§ EXTRACTED INFORMATION:
....

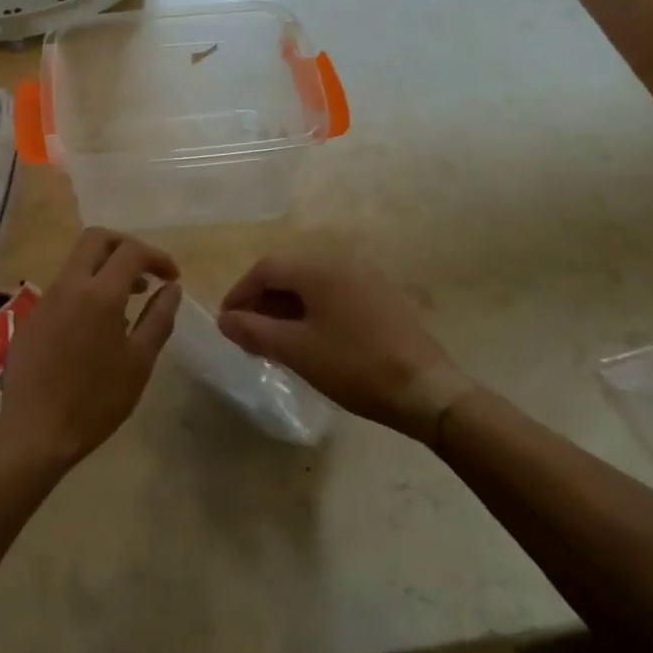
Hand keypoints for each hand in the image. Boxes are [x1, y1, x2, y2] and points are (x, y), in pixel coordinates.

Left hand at [0, 228, 182, 467]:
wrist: (34, 432)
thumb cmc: (96, 400)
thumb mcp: (139, 362)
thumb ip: (158, 318)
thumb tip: (171, 288)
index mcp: (99, 293)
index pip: (131, 250)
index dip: (157, 256)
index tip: (172, 277)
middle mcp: (69, 285)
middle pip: (96, 239)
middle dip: (125, 246)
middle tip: (146, 272)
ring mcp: (45, 299)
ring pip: (77, 262)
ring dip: (105, 268)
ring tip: (127, 301)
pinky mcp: (31, 318)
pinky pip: (63, 288)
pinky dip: (86, 290)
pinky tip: (96, 327)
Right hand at [218, 247, 474, 437]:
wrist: (427, 391)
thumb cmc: (354, 365)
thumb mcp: (296, 350)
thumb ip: (254, 331)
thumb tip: (225, 320)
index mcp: (318, 267)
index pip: (265, 269)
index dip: (240, 293)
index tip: (227, 323)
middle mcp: (341, 261)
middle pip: (288, 273)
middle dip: (262, 301)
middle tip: (247, 334)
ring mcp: (365, 277)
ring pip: (311, 284)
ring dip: (286, 307)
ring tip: (274, 341)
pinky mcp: (380, 296)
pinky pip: (333, 294)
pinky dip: (312, 310)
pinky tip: (309, 339)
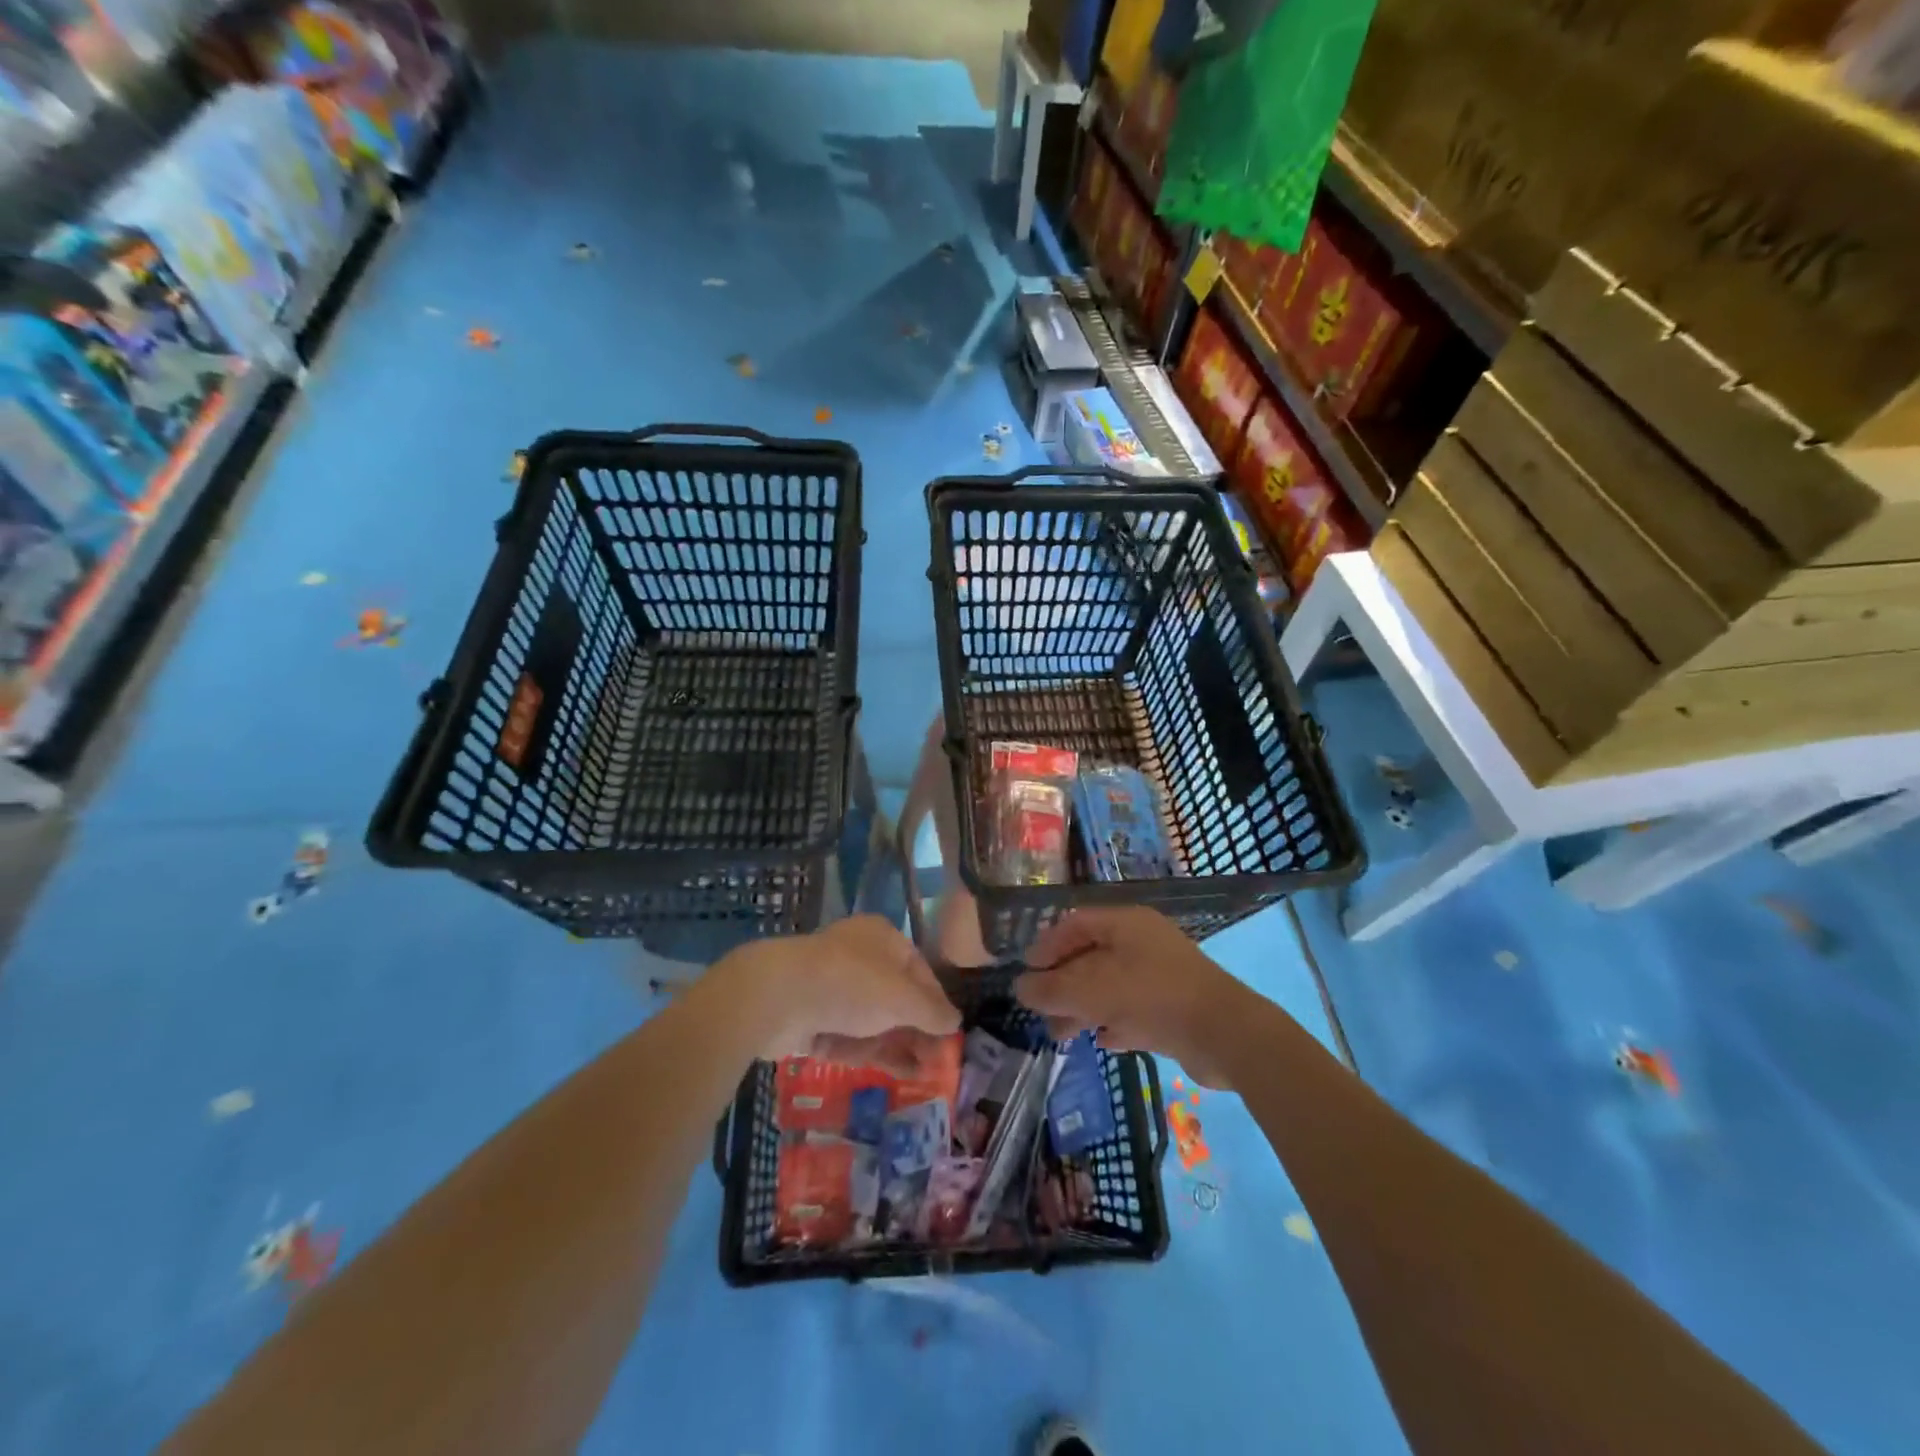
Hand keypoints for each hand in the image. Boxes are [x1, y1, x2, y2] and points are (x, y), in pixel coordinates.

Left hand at [723, 916, 961, 1073]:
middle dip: (919, 1030)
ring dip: (900, 1046)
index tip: (950, 1033)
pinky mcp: (812, 1018)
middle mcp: (858, 958)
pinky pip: (849, 1036)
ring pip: (873, 1020)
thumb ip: (932, 1012)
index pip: (919, 969)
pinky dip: (871, 1053)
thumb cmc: (851, 983)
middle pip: (896, 997)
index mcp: (882, 938)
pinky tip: (896, 1075)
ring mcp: (833, 988)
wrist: (778, 997)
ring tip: (925, 1077)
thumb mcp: (902, 998)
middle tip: (939, 1063)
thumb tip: (955, 1022)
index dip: (936, 1002)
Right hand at [1015, 907, 1265, 1089]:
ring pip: (1112, 985)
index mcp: (1126, 923)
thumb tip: (1020, 988)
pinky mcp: (1176, 1007)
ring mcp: (1162, 975)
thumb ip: (1051, 990)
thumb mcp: (1091, 991)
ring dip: (1084, 1007)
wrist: (1225, 1035)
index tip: (1027, 971)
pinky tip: (1102, 1040)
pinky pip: (1135, 1009)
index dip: (1048, 945)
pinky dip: (1114, 1022)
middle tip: (1040, 1008)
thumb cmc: (1152, 997)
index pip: (1076, 923)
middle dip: (1063, 983)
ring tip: (1061, 1034)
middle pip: (1092, 956)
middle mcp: (1144, 942)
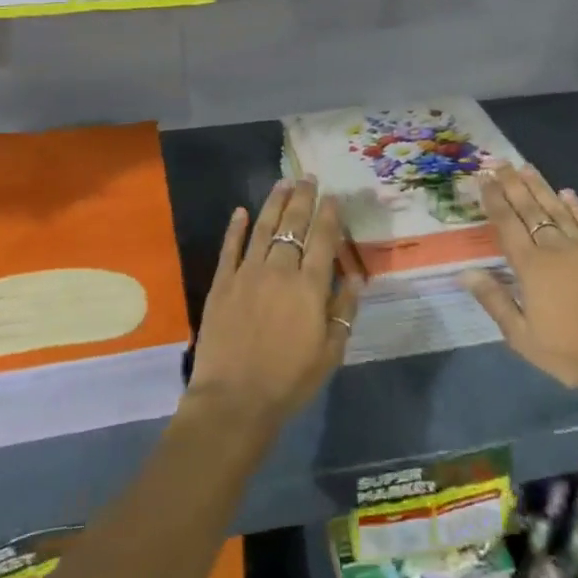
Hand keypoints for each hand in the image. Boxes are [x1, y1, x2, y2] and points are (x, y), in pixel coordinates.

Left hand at [188, 177, 363, 428]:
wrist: (234, 400)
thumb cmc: (289, 381)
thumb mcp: (330, 353)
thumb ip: (343, 312)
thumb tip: (356, 278)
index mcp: (309, 288)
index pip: (322, 240)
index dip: (329, 215)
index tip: (332, 197)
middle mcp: (279, 271)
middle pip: (293, 226)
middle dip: (303, 199)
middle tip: (309, 178)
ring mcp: (247, 274)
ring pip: (262, 228)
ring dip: (274, 203)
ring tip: (283, 183)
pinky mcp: (222, 283)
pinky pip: (230, 248)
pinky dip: (235, 228)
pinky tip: (240, 211)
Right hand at [460, 165, 577, 417]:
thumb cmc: (570, 353)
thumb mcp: (521, 337)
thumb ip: (494, 300)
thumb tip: (466, 272)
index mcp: (531, 267)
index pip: (507, 224)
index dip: (494, 199)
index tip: (483, 177)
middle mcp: (555, 248)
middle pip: (530, 209)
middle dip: (512, 184)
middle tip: (499, 162)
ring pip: (557, 209)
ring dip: (540, 187)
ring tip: (525, 167)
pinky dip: (575, 206)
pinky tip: (566, 192)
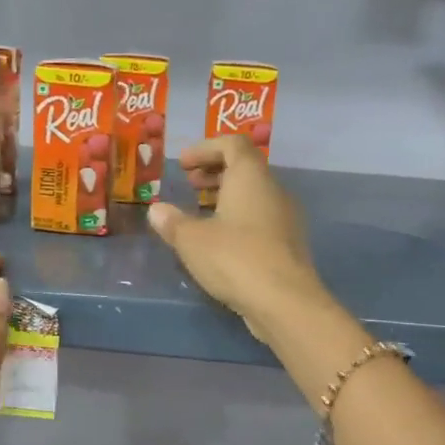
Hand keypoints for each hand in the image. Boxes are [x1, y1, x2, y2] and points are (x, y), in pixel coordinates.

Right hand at [146, 136, 321, 340]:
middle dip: (214, 172)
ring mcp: (285, 218)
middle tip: (189, 184)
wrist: (283, 301)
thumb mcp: (192, 239)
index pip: (232, 144)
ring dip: (226, 197)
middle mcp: (273, 189)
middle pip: (245, 168)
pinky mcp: (288, 244)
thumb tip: (157, 210)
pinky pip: (260, 219)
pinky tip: (219, 241)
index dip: (205, 148)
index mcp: (251, 176)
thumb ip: (172, 221)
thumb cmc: (234, 258)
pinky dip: (238, 219)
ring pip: (253, 195)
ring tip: (199, 213)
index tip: (182, 164)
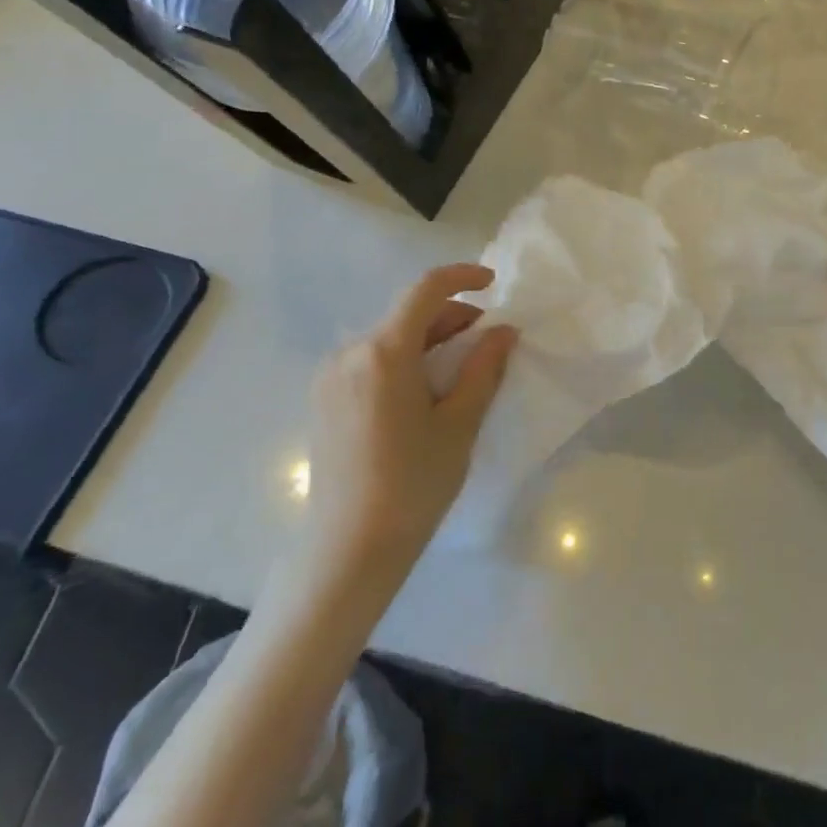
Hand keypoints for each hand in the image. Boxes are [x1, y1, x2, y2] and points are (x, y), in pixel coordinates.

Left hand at [309, 264, 516, 562]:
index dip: (462, 277)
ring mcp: (330, 376)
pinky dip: (403, 360)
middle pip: (406, 314)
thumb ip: (484, 368)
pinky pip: (369, 361)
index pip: (425, 290)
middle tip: (487, 340)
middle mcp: (349, 352)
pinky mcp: (323, 399)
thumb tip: (503, 331)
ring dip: (427, 340)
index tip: (493, 285)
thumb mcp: (459, 425)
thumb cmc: (413, 485)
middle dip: (450, 316)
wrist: (349, 550)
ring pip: (388, 338)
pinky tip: (422, 391)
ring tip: (459, 369)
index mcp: (383, 352)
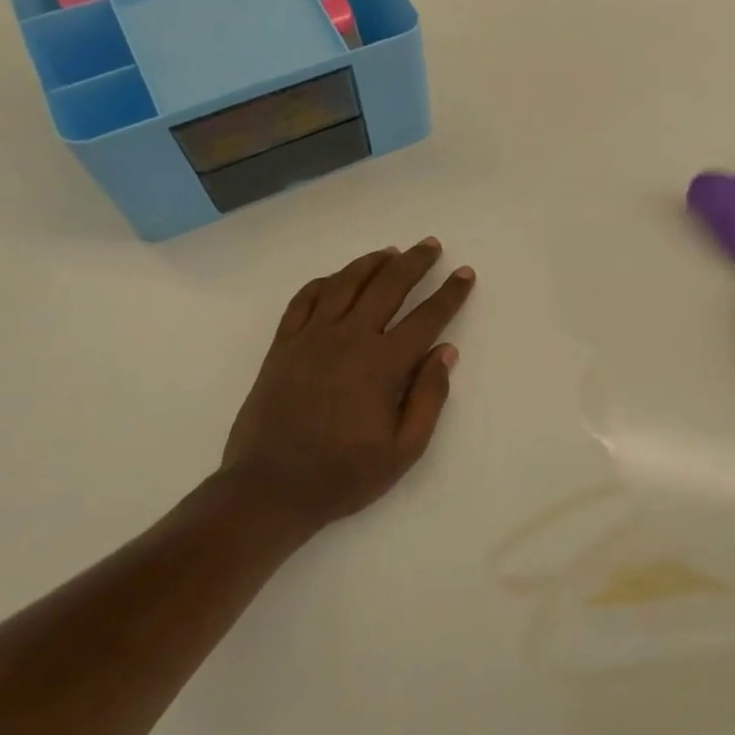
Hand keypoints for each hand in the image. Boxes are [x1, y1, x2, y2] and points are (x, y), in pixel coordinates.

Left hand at [222, 239, 475, 530]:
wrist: (268, 490)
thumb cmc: (343, 475)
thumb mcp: (403, 450)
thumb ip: (428, 398)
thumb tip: (445, 351)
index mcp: (382, 365)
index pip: (426, 317)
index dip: (450, 293)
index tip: (465, 273)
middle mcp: (348, 340)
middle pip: (387, 286)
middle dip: (414, 262)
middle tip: (430, 245)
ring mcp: (310, 339)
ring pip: (344, 284)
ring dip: (370, 263)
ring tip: (390, 251)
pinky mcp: (282, 347)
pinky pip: (302, 301)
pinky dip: (322, 283)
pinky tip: (334, 279)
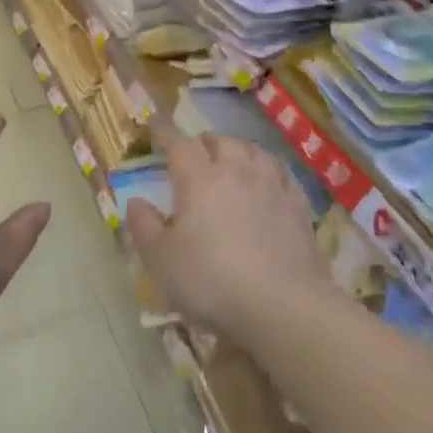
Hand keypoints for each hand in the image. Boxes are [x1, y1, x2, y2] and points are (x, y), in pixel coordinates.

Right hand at [127, 131, 333, 343]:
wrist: (283, 305)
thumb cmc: (212, 282)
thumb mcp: (162, 261)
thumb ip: (144, 227)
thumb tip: (134, 200)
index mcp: (199, 178)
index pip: (178, 143)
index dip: (165, 133)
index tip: (156, 128)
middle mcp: (236, 170)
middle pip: (220, 141)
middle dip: (204, 142)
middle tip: (196, 152)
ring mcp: (271, 184)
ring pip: (253, 150)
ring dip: (238, 150)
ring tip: (232, 159)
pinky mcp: (298, 204)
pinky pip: (281, 172)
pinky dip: (268, 168)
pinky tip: (268, 179)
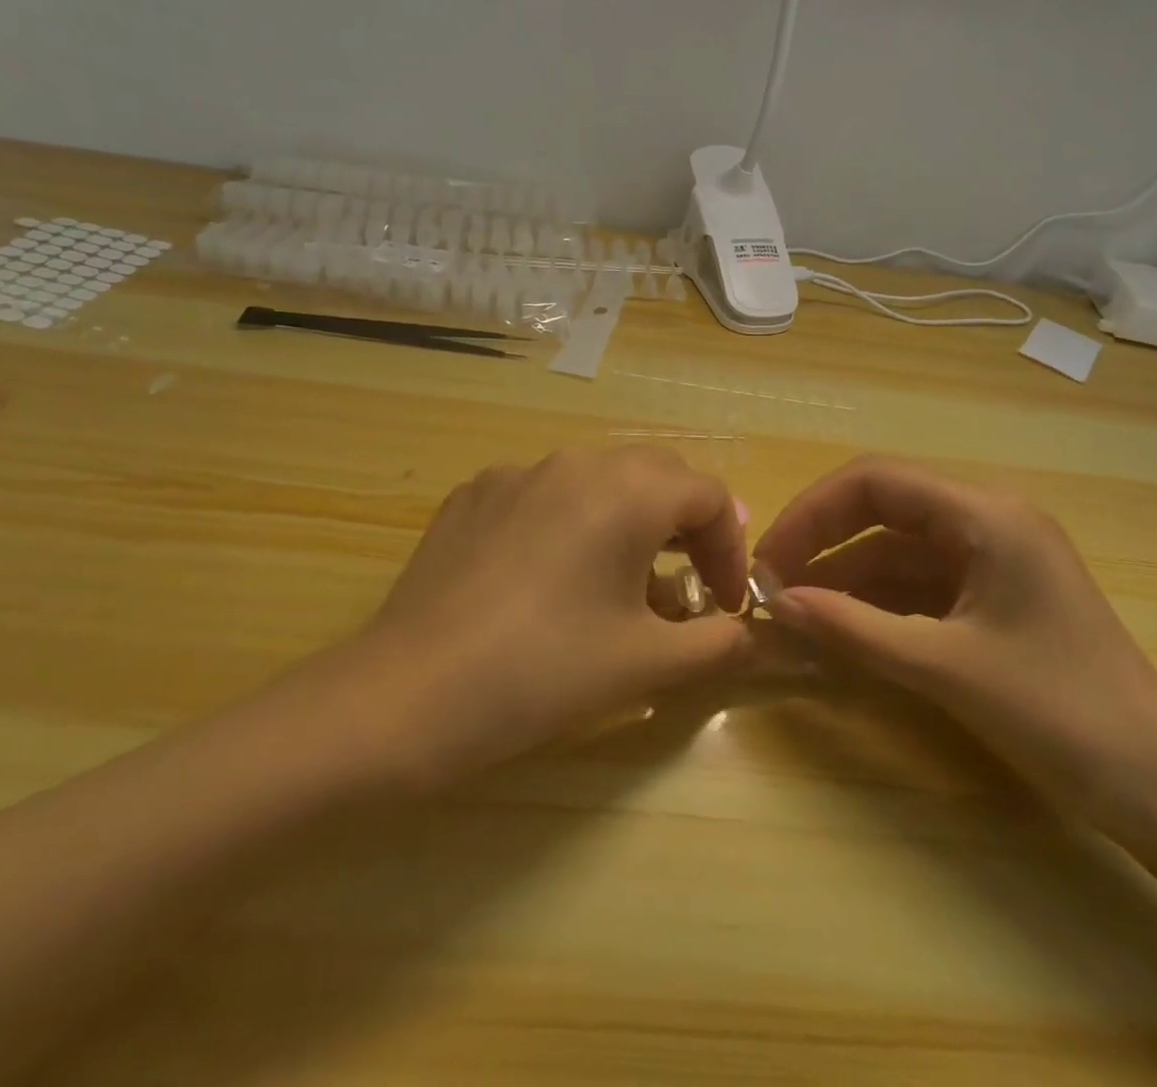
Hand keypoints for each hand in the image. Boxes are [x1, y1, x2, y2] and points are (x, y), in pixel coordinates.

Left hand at [340, 447, 753, 786]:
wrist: (409, 693)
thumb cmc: (545, 672)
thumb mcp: (647, 664)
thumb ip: (715, 643)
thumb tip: (746, 633)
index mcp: (626, 490)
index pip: (708, 495)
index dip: (729, 549)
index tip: (723, 606)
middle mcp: (574, 462)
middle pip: (655, 474)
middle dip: (684, 523)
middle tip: (687, 581)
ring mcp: (515, 473)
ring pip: (595, 479)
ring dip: (626, 518)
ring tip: (621, 578)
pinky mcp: (472, 495)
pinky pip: (541, 494)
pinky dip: (567, 522)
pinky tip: (547, 576)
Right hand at [754, 457, 1156, 826]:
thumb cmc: (1062, 717)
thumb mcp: (945, 669)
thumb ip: (853, 629)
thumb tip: (774, 603)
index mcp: (986, 515)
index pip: (875, 481)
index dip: (812, 512)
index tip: (767, 557)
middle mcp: (988, 521)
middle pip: (883, 509)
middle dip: (822, 542)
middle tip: (769, 583)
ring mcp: (993, 560)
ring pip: (896, 550)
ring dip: (844, 576)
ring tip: (791, 608)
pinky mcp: (994, 597)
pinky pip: (918, 584)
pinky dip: (875, 601)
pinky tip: (839, 625)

....

§ EXERCISE DESCRIPTION: Whichever lines of the records above hold the word "wrist" should all be copied out.

§ RESULT OF THE TASK:
wrist: (34, 432)
wrist: (427, 391)
wrist: (778, 997)
wrist: (1225, 1035)
wrist: (234, 400)
wrist: (283, 301)
wrist: (349, 550)
wrist: (268, 490)
wrist: (283, 305)
wrist: (409, 693)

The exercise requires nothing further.